Provided records -

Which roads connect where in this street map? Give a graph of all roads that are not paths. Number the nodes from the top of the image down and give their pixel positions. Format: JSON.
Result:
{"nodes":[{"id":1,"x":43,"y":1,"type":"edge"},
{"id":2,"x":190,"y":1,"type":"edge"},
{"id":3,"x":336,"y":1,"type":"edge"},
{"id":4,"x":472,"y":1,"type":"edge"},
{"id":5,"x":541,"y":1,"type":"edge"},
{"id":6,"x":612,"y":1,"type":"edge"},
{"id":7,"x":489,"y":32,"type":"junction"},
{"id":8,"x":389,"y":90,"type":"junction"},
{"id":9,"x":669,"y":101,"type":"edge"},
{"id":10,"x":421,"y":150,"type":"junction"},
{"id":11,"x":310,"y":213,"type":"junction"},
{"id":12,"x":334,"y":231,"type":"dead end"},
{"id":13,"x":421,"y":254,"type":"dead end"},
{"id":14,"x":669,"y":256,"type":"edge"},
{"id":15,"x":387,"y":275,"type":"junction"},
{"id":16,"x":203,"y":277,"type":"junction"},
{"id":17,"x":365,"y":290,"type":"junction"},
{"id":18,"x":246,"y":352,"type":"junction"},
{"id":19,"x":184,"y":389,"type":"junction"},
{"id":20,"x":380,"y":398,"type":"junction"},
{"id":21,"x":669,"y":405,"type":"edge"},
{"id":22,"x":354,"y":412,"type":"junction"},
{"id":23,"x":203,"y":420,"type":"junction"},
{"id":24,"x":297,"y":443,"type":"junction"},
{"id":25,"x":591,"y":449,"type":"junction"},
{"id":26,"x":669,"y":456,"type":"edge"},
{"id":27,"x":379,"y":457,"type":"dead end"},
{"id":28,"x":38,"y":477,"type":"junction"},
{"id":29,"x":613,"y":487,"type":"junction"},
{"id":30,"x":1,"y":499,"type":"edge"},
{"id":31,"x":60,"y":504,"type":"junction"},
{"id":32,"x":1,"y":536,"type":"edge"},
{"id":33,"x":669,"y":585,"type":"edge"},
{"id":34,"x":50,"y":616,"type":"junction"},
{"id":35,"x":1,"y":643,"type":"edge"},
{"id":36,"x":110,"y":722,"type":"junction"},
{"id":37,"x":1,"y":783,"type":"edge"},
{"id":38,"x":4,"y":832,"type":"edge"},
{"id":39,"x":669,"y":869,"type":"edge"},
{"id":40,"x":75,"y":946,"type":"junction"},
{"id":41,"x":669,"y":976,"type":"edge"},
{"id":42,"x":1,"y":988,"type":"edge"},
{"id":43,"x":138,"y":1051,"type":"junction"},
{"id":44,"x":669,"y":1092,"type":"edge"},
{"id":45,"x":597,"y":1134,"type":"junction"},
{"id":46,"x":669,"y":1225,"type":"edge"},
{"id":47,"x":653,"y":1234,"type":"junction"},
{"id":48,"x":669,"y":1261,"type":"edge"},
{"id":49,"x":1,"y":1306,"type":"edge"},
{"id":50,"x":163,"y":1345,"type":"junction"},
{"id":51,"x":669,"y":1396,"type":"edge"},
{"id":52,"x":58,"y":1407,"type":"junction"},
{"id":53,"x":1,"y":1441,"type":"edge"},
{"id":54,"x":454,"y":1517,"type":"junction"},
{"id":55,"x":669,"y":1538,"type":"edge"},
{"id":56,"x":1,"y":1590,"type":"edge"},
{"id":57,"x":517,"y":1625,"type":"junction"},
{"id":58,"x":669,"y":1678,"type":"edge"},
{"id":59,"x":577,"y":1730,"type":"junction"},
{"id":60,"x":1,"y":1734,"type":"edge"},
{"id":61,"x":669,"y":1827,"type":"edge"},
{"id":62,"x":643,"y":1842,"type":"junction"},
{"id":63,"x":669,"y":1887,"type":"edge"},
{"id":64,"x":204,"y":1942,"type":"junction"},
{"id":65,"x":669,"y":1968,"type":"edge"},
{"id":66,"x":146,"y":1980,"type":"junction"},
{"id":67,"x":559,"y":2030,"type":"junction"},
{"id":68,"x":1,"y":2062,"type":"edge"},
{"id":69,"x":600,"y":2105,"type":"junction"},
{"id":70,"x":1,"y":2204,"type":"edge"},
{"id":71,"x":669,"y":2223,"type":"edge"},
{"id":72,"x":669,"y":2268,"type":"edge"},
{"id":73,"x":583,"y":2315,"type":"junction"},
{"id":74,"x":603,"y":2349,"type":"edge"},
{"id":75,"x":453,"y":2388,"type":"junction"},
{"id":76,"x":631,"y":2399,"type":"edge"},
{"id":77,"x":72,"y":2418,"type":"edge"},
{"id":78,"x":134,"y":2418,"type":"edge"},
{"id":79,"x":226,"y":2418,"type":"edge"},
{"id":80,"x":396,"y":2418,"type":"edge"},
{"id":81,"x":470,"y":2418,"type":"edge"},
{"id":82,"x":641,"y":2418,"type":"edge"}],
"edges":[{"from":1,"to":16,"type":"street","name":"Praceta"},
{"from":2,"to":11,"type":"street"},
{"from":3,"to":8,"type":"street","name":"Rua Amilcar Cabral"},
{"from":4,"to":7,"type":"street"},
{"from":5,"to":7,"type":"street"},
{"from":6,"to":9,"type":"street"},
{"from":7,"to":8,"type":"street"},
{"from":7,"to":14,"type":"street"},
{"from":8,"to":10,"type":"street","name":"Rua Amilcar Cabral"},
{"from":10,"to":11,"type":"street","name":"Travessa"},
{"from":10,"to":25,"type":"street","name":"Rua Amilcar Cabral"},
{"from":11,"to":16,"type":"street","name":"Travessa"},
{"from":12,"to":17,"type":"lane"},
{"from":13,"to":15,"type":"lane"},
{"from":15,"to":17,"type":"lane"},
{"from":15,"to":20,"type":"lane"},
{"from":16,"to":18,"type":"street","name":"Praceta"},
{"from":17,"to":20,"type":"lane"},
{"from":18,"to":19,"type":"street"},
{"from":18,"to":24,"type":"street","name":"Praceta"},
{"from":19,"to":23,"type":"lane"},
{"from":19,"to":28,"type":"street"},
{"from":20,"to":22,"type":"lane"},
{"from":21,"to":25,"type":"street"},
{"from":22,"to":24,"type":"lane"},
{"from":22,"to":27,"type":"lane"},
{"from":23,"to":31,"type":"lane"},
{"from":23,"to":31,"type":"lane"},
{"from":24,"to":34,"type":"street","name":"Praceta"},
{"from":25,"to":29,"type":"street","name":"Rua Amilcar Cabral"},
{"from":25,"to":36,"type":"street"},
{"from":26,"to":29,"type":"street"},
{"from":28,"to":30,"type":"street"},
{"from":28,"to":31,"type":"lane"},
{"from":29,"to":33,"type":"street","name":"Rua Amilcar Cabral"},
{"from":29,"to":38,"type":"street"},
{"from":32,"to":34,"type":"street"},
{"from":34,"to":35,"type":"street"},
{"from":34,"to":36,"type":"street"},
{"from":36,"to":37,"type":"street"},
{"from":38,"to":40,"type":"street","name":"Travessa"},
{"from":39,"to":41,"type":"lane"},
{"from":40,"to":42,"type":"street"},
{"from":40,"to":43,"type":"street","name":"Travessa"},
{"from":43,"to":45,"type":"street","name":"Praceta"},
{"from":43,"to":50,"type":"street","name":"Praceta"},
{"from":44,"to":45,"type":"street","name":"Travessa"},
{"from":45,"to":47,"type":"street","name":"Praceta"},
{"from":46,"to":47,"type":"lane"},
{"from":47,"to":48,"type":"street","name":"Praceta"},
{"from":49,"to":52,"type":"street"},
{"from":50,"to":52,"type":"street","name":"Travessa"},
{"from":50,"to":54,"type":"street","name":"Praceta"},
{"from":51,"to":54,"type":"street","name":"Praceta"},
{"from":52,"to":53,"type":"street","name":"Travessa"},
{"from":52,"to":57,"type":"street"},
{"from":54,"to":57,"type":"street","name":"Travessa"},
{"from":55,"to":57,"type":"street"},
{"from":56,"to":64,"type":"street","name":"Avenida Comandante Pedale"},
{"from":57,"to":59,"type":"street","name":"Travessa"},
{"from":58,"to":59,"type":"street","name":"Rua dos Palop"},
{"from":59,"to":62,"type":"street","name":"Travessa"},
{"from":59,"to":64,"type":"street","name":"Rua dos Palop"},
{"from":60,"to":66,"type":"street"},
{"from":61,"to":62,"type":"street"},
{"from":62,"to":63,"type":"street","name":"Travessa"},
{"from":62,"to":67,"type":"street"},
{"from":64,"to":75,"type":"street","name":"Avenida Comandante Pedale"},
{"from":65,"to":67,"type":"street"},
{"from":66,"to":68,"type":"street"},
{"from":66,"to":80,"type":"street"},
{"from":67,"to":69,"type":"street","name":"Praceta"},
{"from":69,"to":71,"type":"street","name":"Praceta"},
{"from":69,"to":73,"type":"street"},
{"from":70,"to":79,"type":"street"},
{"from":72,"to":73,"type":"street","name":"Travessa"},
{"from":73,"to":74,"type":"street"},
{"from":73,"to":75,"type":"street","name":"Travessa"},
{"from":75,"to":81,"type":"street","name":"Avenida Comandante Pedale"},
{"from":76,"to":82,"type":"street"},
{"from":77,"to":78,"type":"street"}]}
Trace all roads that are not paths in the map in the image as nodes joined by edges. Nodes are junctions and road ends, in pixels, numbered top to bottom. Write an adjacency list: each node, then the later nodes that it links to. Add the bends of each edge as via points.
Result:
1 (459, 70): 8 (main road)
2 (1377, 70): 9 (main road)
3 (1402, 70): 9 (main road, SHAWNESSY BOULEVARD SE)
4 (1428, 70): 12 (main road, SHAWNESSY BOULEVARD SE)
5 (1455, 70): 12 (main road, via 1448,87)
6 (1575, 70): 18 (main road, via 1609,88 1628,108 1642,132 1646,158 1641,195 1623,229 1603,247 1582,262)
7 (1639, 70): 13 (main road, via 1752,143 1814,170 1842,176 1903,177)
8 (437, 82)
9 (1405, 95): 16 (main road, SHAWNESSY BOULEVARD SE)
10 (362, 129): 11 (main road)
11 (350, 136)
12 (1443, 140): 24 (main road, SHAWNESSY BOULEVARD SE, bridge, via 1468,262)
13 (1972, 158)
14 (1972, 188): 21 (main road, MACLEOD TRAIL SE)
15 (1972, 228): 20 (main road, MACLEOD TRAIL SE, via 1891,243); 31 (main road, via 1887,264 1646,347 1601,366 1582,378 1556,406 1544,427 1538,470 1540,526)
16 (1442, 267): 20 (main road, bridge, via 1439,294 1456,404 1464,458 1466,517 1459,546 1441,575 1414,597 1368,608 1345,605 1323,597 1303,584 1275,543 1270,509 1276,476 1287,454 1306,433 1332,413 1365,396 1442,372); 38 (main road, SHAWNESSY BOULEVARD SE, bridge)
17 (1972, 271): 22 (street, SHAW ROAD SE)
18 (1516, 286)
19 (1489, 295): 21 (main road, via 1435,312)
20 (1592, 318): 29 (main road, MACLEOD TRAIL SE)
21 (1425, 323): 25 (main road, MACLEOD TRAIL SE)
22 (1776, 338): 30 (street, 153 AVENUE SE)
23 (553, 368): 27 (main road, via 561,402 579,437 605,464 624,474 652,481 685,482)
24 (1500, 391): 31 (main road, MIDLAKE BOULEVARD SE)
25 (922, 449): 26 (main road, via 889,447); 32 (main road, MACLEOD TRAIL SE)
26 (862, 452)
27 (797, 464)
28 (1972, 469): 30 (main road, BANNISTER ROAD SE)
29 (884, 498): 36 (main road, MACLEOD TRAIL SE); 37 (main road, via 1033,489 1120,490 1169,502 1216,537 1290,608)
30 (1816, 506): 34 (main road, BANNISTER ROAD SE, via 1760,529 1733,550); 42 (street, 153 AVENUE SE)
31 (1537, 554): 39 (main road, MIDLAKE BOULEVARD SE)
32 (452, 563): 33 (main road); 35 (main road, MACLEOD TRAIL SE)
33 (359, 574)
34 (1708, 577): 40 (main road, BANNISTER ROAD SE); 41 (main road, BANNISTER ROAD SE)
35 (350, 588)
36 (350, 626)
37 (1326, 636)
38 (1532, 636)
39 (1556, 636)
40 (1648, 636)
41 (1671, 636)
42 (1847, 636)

Exercise instructions - Search the material for the word "Amilcar" and copy every matching line.

The completed task -
{"from":3,"to":8,"type":"street","name":"Rua Amilcar Cabral"},
{"from":8,"to":10,"type":"street","name":"Rua Amilcar Cabral"},
{"from":10,"to":25,"type":"street","name":"Rua Amilcar Cabral"},
{"from":25,"to":29,"type":"street","name":"Rua Amilcar Cabral"},
{"from":29,"to":33,"type":"street","name":"Rua Amilcar Cabral"},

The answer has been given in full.